Federated's filing tells us, "With regard to asset mix, changes in the relative amount of money market fund assets in prime and government money market funds (or between such funds and other money market funds or other products) as well as the mix among certain share classes that vary in pricing structure can impact the level of fee waivers. Generally, prime money market funds will waive less than government money market funds as a result of higher gross yields on the underlying investments. As such, as an isolated variable, an increase in the relative proportion of average managed assets invested in prime money market funds as compared to total average money market fund assets should typically result in lower Voluntary Yield-related Fee Waivers. The opposite would also be true."

They also write on the "Potential Adverse Effects of Rising Interest Rates," explaining, "Increases in interest rates could also have an adverse effect on Federated's revenue from money market, fixed-income, alternative/private markets and other products and strategies.... In a rising short-term interest rate environment, certain investors using money market products and strategies or other short-duration fixed income products and strategies for cash management purposes may shift these investments to direct investments in comparable instruments in order to realize higher yields than those available in money market and other products or strategies holding lower-yielding instruments. In addition, rising interest rates will tend to reduce the fair value of securities held in various investment products and strategies."

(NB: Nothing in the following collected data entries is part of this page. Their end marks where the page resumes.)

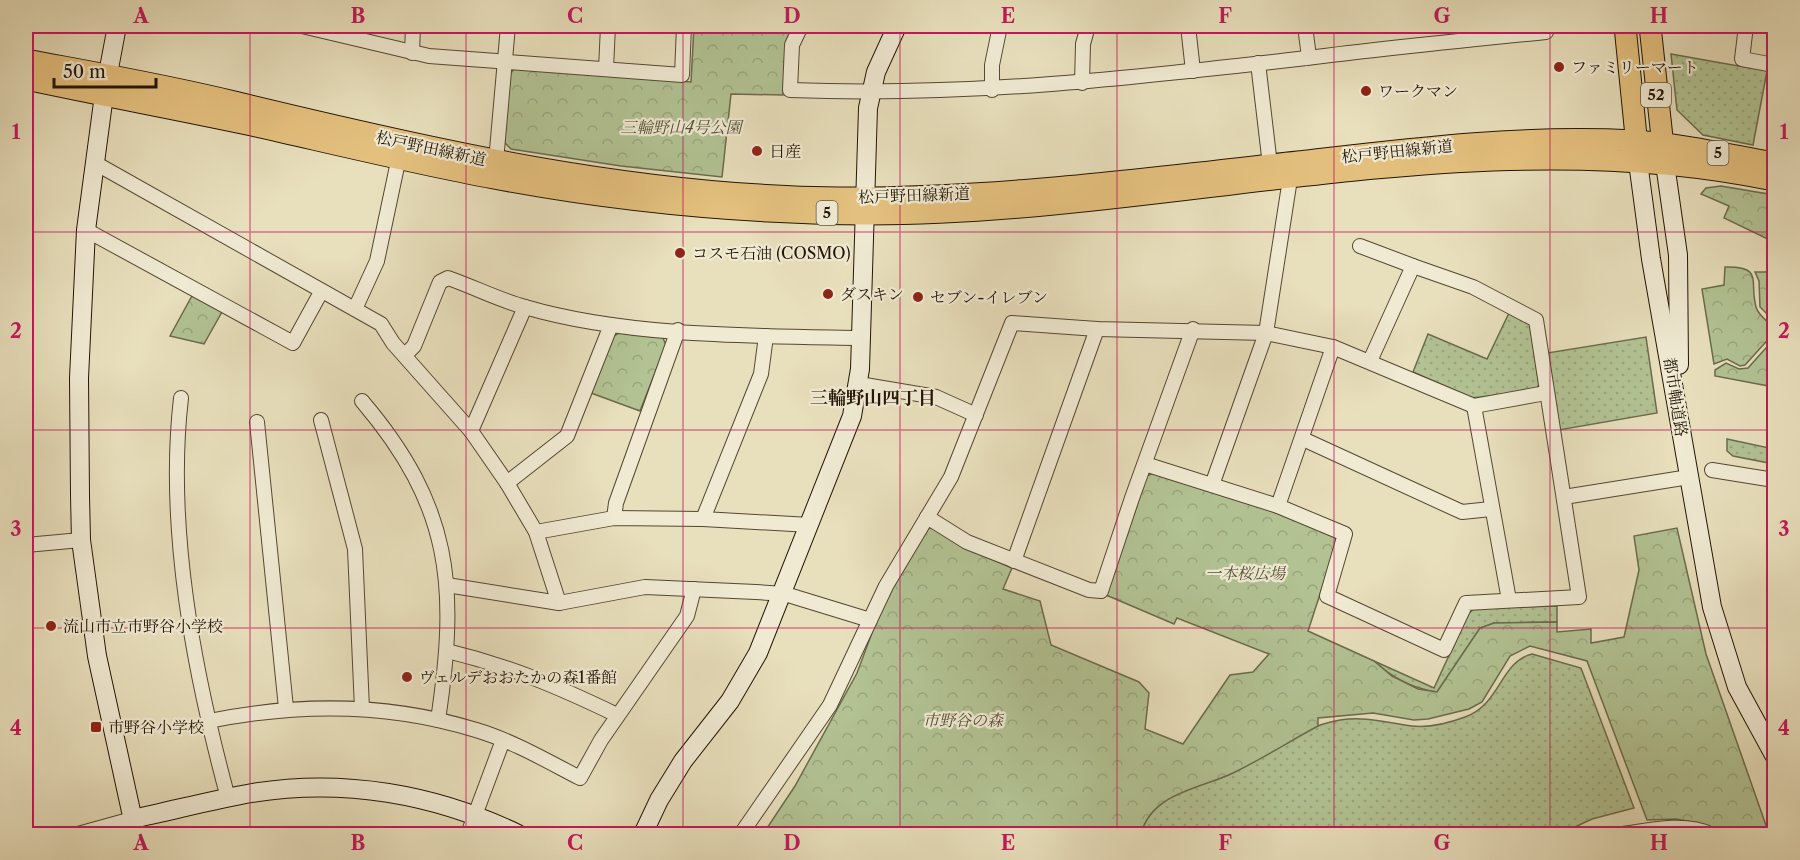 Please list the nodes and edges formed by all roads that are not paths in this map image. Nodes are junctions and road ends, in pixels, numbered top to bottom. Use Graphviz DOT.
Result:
graph roads {
  1 [pos="117,26"];
  2 [pos="302,26"];
  3 [pos="413,26"];
  4 [pos="508,26"];
  5 [pos="608,26"];
  6 [pos="684,26"];
  7 [pos="801,26"];
  8 [pos="897,26"];
  9 [pos="1000,26"];
  10 [pos="1088,26"];
  11 [pos="1188,26"];
  12 [pos="1305,26"];
  13 [pos="1546,26"];
  14 [pos="1626,26"];
  15 [pos="1650,26"];
  16 [pos="1746,26"];
  17 [pos="338,30"];
  18 [pos="412,53"];
  19 [pos="1309,57"];
  20 [pos="26,60"];
  21 [pos="505,62"];
  22 [pos="1257,63"];
  23 [pos="1774,65"];
  24 [pos="606,69"];
  25 [pos="1193,71"];
  26 [pos="26,80"];
  27 [pos="1082,83"];
  28 [pos="106,86"];
  29 [pos="993,90"];
  30 [pos="870,93"];
  31 [pos="1637,152"];
  32 [pos="1664,154"];
  33 [pos="399,158"];
  34 [pos="496,161"];
  35 [pos="95,163"];
  36 [pos="1774,163"];
  37 [pos="1270,165"];
  38 [pos="1290,179"];
  39 [pos="1774,180"];
  40 [pos="865,206"];
  41 [pos="86,230"];
  42 [pos="1360,246"];
  43 [pos="1413,266"];
  44 [pos="321,292"];
  45 [pos="525,307"];
  46 [pos="355,309"];
  47 [pos="611,325"];
  48 [pos="1097,329"];
  49 [pos="1193,329"];
  50 [pos="678,330"];
  51 [pos="1266,333"];
  52 [pos="766,336"];
  53 [pos="862,338"];
  54 [pos="1333,347"];
  55 [pos="405,356"];
  56 [pos="1370,361"];
  57 [pos="859,384"];
  58 [pos="1546,393"];
  59 [pos="181,398"];
  60 [pos="362,401"];
  61 [pos="1474,406"];
  62 [pos="1679,412"];
  63 [pos="976,415"];
  64 [pos="321,420"];
  65 [pos="257,422"];
  66 [pos="471,431"];
  67 [pos="1303,439"];
  68 [pos="1145,464"];
  69 [pos="1712,470"];
  70 [pos="1689,477"];
  71 [pos="1774,480"];
  72 [pos="507,483"];
  73 [pos="1212,485"];
  74 [pos="1564,497"];
  75 [pos="1278,506"];
  76 [pos="1491,509"];
  77 [pos="927,517"];
  78 [pos="614,519"];
  79 [pos="703,519"];
  80 [pos="810,525"];
  81 [pos="536,532"];
  82 [pos="81,540"];
  83 [pos="26,545"];
  84 [pos="1014,561"];
  85 [pos="447,585"];
  86 [pos="694,589"];
  87 [pos="782,594"];
  88 [pos="1509,600"];
  89 [pos="559,603"];
  90 [pos="870,620"];
  91 [pos="447,651"];
  92 [pos="286,708"];
  93 [pos="362,709"];
  94 [pos="617,715"];
  95 [pos="438,720"];
  96 [pos="209,721"];
  97 [pos="503,740"];
  98 [pos="1774,755"];
  99 [pos="228,798"];
  100 [pos="475,815"];
  101 [pos="134,827"];
  102 [pos="78,834"];
  103 [pos="468,834"];
  104 [pos="518,834"];
  105 [pos="643,834"];
  106 [pos="741,834"];
  107 [pos="1623,834"];
  108 [pos="1710,834"];
  1 -- 28 [label="street"];
  2 -- 17 [label="street"];
  3 -- 18 [label="street"];
  4 -- 21 [label="street"];
  5 -- 24 [label="street"];
  6 -- 24 [label="street"];
  7 -- 30 [label="street"];
  8 -- 30 [label="street"];
  9 -- 29 [label="street"];
  10 -- 27 [label="street"];
  11 -- 25 [label="street"];
  12 -- 19 [label="street"];
  13 -- 19 [label="street"];
  14 -- 31 [label="main road, 都市軸道路 / 52"];
  15 -- 32 [label="main road, 52"];
  16 -- 23 [label="street"];
  17 -- 18 [label="street"];
  18 -- 21 [label="street"];
  19 -- 22 [label="street"];
  20 -- 28 [label="main road, 松戸野田線新道 / 5"];
  21 -- 24 [label="street"];
  21 -- 34 [label="street"];
  22 -- 25 [label="street"];
  22 -- 37 [label="street"];
  25 -- 27 [label="street"];
  26 -- 28 [label="main road, 松戸野田線新道 / 5"];
  27 -- 29 [label="street"];
  28 -- 33 [label="main road, 松戸野田線新道 / 5"];
  28 -- 34 [label="main road, 松戸野田線新道 / 5"];
  28 -- 35 [label="street"];
  29 -- 30 [label="street"];
  30 -- 40 [label="street"];
  31 -- 32 [label="main road, 松戸野田線新道 / 5"];
  31 -- 37 [label="main road, 松戸野田線新道 / 5"];
  31 -- 38 [label="main road, 松戸野田線新道 / 5"];
  31 -- 62 [label="street, 都市軸道路"];
  32 -- 36 [label="main road, 松戸野田線新道 / 5"];
  32 -- 39 [label="main road, 松戸野田線新道 / 5"];
  32 -- 62 [label="street"];
  33 -- 40 [label="main road, 松戸野田線新道 / 5"];
  33 -- 46 [label="street"];
  34 -- 40 [label="main road, 松戸野田線新道 / 5"];
  35 -- 41 [label="street"];
  35 -- 44 [label="street"];
  37 -- 40 [label="main road, 松戸野田線新道 / 5"];
  38 -- 40 [label="main road, 松戸野田線新道 / 5"];
  38 -- 51 [label="street"];
  40 -- 53 [label="street"];
  41 -- 44 [label="street"];
  41 -- 82 [label="street"];
  42 -- 43 [label="street"];
  43 -- 56 [label="street"];
  43 -- 58 [label="street"];
  44 -- 46 [label="street"];
  45 -- 47 [label="street"];
  45 -- 55 [label="street"];
  45 -- 66 [label="street"];
  46 -- 55 [label="street"];
  47 -- 50 [label="street"];
  47 -- 72 [label="street"];
  48 -- 49 [label="street"];
  48 -- 63 [label="street"];
  48 -- 84 [label="street"];
  49 -- 51 [label="street"];
  49 -- 68 [label="street"];
  50 -- 52 [label="street"];
  50 -- 78 [label="street"];
  51 -- 54 [label="street"];
  51 -- 73 [label="street"];
  52 -- 53 [label="street"];
  52 -- 79 [label="street"];
  53 -- 57 [label="street"];
  54 -- 56 [label="street"];
  54 -- 67 [label="street"];
  55 -- 66 [label="street"];
  56 -- 61 [label="street"];
  57 -- 63 [label="street"];
  57 -- 80 [label="street"];
  58 -- 61 [label="street"];
  58 -- 74 [label="street"];
  59 -- 96 [label="street"];
  60 -- 85 [label="street"];
  61 -- 76 [label="street"];
  62 -- 70 [label="street, 都市軸道路"];
  63 -- 77 [label="street"];
  64 -- 93 [label="street"];
  65 -- 92 [label="street"];
  66 -- 72 [label="street"];
  67 -- 75 [label="street"];
  67 -- 76 [label="street"];
  68 -- 73 [label="street"];
  68 -- 84 [label="street"];
  69 -- 71 [label="street"];
  70 -- 74 [label="street"];
  70 -- 98 [label="street, 都市軸道路"];
  72 -- 81 [label="street"];
  73 -- 75 [label="street"];
  74 -- 88 [label="street"];
  75 -- 88 [label="street"];
  76 -- 88 [label="street"];
  77 -- 84 [label="street"];
  77 -- 90 [label="street"];
  78 -- 79 [label="street"];
  78 -- 81 [label="street"];
  79 -- 80 [label="street"];
  80 -- 87 [label="street"];
  81 -- 89 [label="street"];
  82 -- 83 [label="street"];
  82 -- 101 [label="street"];
  85 -- 89 [label="street"];
  85 -- 91 [label="street"];
  86 -- 87 [label="street"];
  86 -- 89 [label="street"];
  86 -- 94 [label="street"];
  87 -- 90 [label="street"];
  87 -- 105 [label="street"];
  90 -- 106 [label="street"];
  91 -- 94 [label="street"];
  91 -- 95 [label="street"];
  92 -- 93 [label="street"];
  92 -- 96 [label="street"];
  93 -- 95 [label="street"];
  94 -- 97 [label="street"];
  95 -- 97 [label="street"];
  96 -- 99 [label="street"];
  97 -- 100 [label="street"];
  99 -- 100 [label="street"];
  99 -- 101 [label="street"];
  100 -- 103 [label="street"];
  100 -- 104 [label="street"];
  101 -- 102 [label="street"];
  107 -- 108 [label="street"];
} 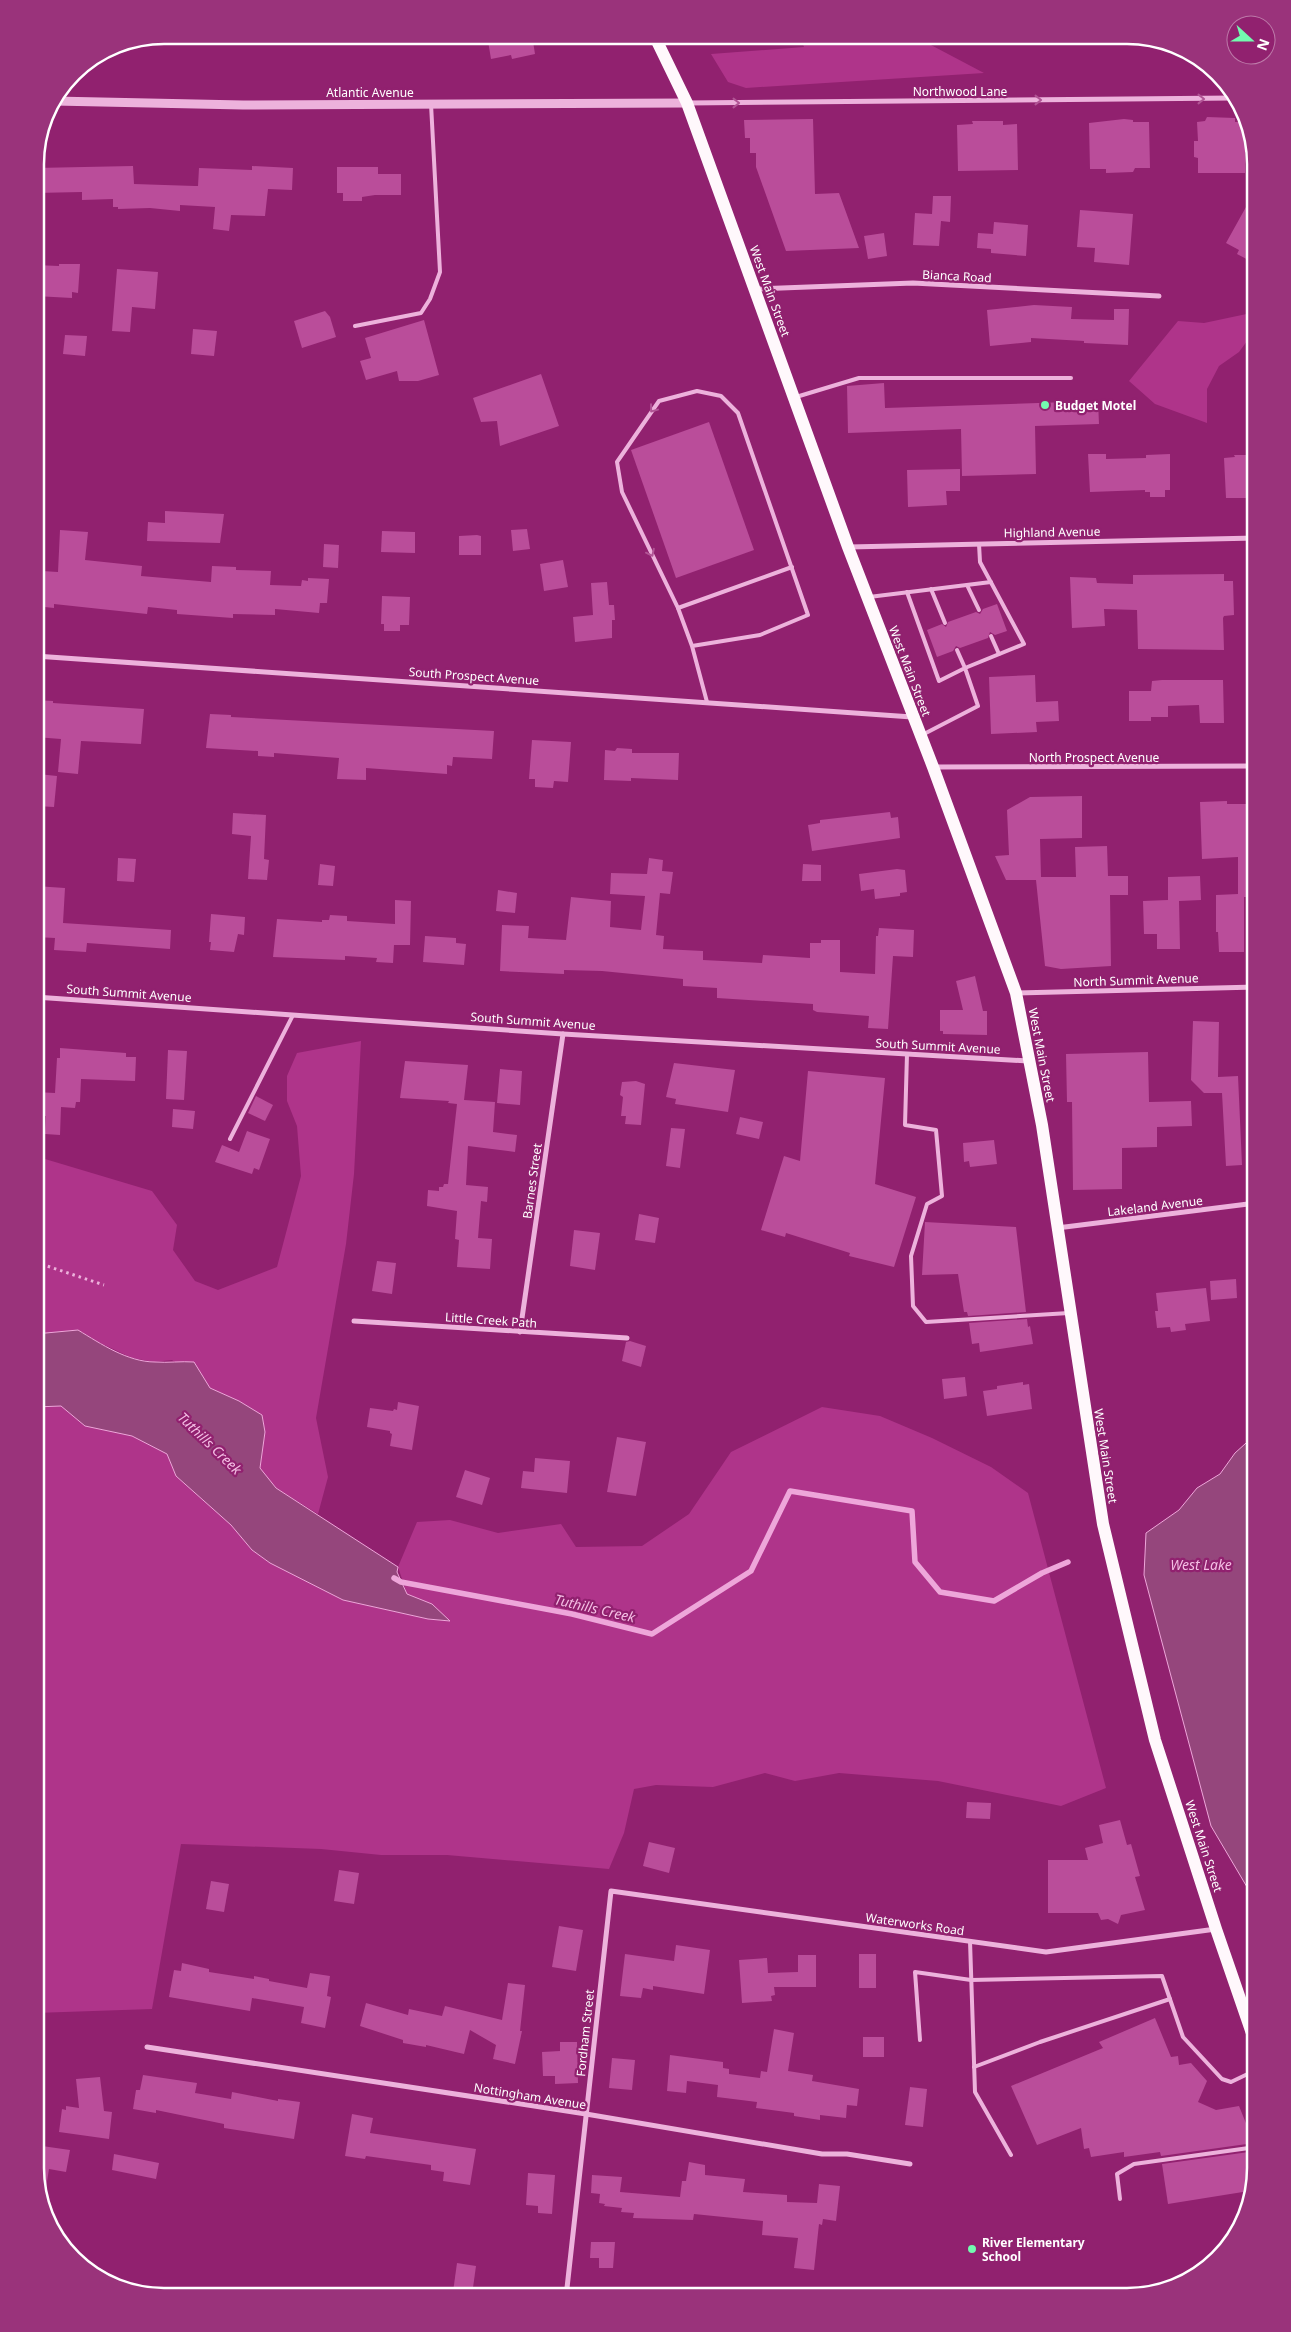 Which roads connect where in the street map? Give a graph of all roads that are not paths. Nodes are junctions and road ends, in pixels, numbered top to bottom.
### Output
1 (658, 44) edge
2 (1228, 98) edge
3 (62, 101) edge
4 (687, 103) junction
5 (431, 104) junction
6 (754, 289) junction
7 (1159, 296) dead end
8 (355, 326) dead end
9 (1070, 378) dead end
10 (794, 398) junction
11 (1247, 538) edge
12 (979, 544) junction
13 (848, 547) junction
14 (792, 567) junction
15 (991, 582) junction
16 (967, 585) junction
17 (931, 589) junction
18 (906, 592) junction
19 (867, 597) junction
20 (678, 608) junction
21 (979, 610) dead end
22 (945, 623) dead end
23 (991, 636) dead end
24 (692, 646) junction
25 (957, 650) dead end
26 (999, 654) junction
27 (44, 657) edge
28 (966, 668) junction
29 (707, 702) junction
30 (912, 717) junction
31 (920, 736) junction
32 (1247, 766) edge
33 (933, 767) junction
34 (1247, 987) edge
35 (1016, 993) junction
36 (44, 998) edge
37 (293, 1015) junction
38 (563, 1034) junction
39 (907, 1054) junction
40 (1031, 1061) junction
41 (230, 1139) dead end
42 (1247, 1204) edge
43 (1057, 1228) junction
44 (1070, 1313) junction
45 (354, 1321) dead end
46 (520, 1332) junction
47 (626, 1338) dead end
48 (611, 1891) joint
49 (1216, 1930) junction
50 (970, 1941) junction
51 (971, 1980) junction
52 (1170, 1999) junction
53 (1247, 2019) edge
54 (920, 2040) dead end
55 (147, 2047) dead end
56 (974, 2068) junction
57 (1247, 2074) edge
58 (586, 2114) junction
59 (1247, 2148) edge
60 (1011, 2155) dead end
61 (910, 2164) dead end
62 (1120, 2199) dead end
63 (567, 2288) edge

1 - 4 main road, West Main Street
4 -> 2 street, Northwood Lane
3 - 5 street, Atlantic Avenue
4 - 5 street, Atlantic Avenue
4 - 6 main road, West Main Street
5 - 8 lane
6 - 7 street, Bianca Road
6 - 10 main road, West Main Street
9 - 10 lane
10 - 13 main road, West Main Street
11 - 12 street, Highland Avenue
12 - 13 street, Highland Avenue
12 - 15 lane
13 - 19 main road, West Main Street
14 - 20 lane
14 -> 20 lane
14 - 24 lane
15 - 16 lane
15 - 26 lane
16 - 17 lane
16 - 21 lane
17 - 18 lane
17 - 22 lane
18 - 19 lane
18 - 28 lane
19 - 30 main road, West Main Street
20 - 24 lane
23 - 26 lane
24 - 29 lane
25 - 28 lane
26 - 28 lane
27 - 29 street, South Prospect Avenue
28 - 31 lane
29 - 30 street, South Prospect Avenue
30 - 31 main road, West Main Street
31 - 33 main road, West Main Street
32 - 33 street, North Prospect Avenue
33 - 35 main road, West Main Street
34 - 35 street, North Summit Avenue
35 - 40 main road, West Main Street
36 - 37 street, South Summit Avenue
37 - 38 street, South Summit Avenue
37 - 41 lane
38 - 39 street, South Summit Avenue
38 - 46 street, Barnes Street
39 - 40 street, South Summit Avenue
39 - 44 lane
40 - 43 main road, West Main Street
42 - 43 street, Lakeland Avenue
43 - 44 main road, West Main Street
44 - 49 main road, West Main Street
45 - 46 street, Little Creek Path
46 - 47 street, Little Creek Path
48 - 50 street, Waterworks Road
48 - 58 street, Fordham Street
49 - 50 street, Waterworks Road
49 - 53 main road, West Main Street
50 - 51 lane
51 - 52 lane
51 - 54 lane
51 - 56 lane
52 - 56 lane
52 - 57 lane
55 - 58 street, Nottingham Avenue
56 - 60 lane
58 - 61 street, Nottingham Avenue
58 - 63 street, Fordham Street
59 - 62 lane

Finally, the 10-K discusses the "Risk of Federated's Money Market Products' Ability to Maintain a Stable Net Asset Value," saying, "Approximately 37% of Federated's total revenue for 2018 was attributable to money market assets. An investment in money market funds is neither insured nor guaranteed by the FDIC or any other government agency. Federated's retail and government/public debt money market funds, as well as its private and collective money market funds, seek to maintain a stable or constant NAV. Federated also offers non-U.S. low volatility money market funds that seek to maintain a constant NAV, but will move to a four-digit NAV if such fund's net asset value falls outside of a twenty basis point collar. Although stable or constant NAV money market funds seek to maintain an NAV of $1.00 per share, it is possible for an investor to lose money by investing in these funds."

They add, "Federated devotes substantial resources, such as significant credit analysis and attention to security valuation in connection with the management of its products and strategies. However, the NAV of an institutional prime or municipal (or tax-exempt) money market fund, or variable NAV fund or, if the above described conditions are met, a low-volatility NAV fund, can fluctuate, and there is no guarantee that a government/public debt or retail (i.e. stable or constant NAV) money market fund, or a low-volatility money market fund, will be able to preserve a stable or constant NAV in the future.... If the NAV of a Federated stable or constant NAV money market fund were to decline to less than $1.00 per share, such Federated money market fund would likely experience significant redemptions, resulting in reductions in AUM, loss of shareholder confidence and reputational harm, all of which could cause material adverse effects on Federated's business, results of operations, financial condition and/or cash flows."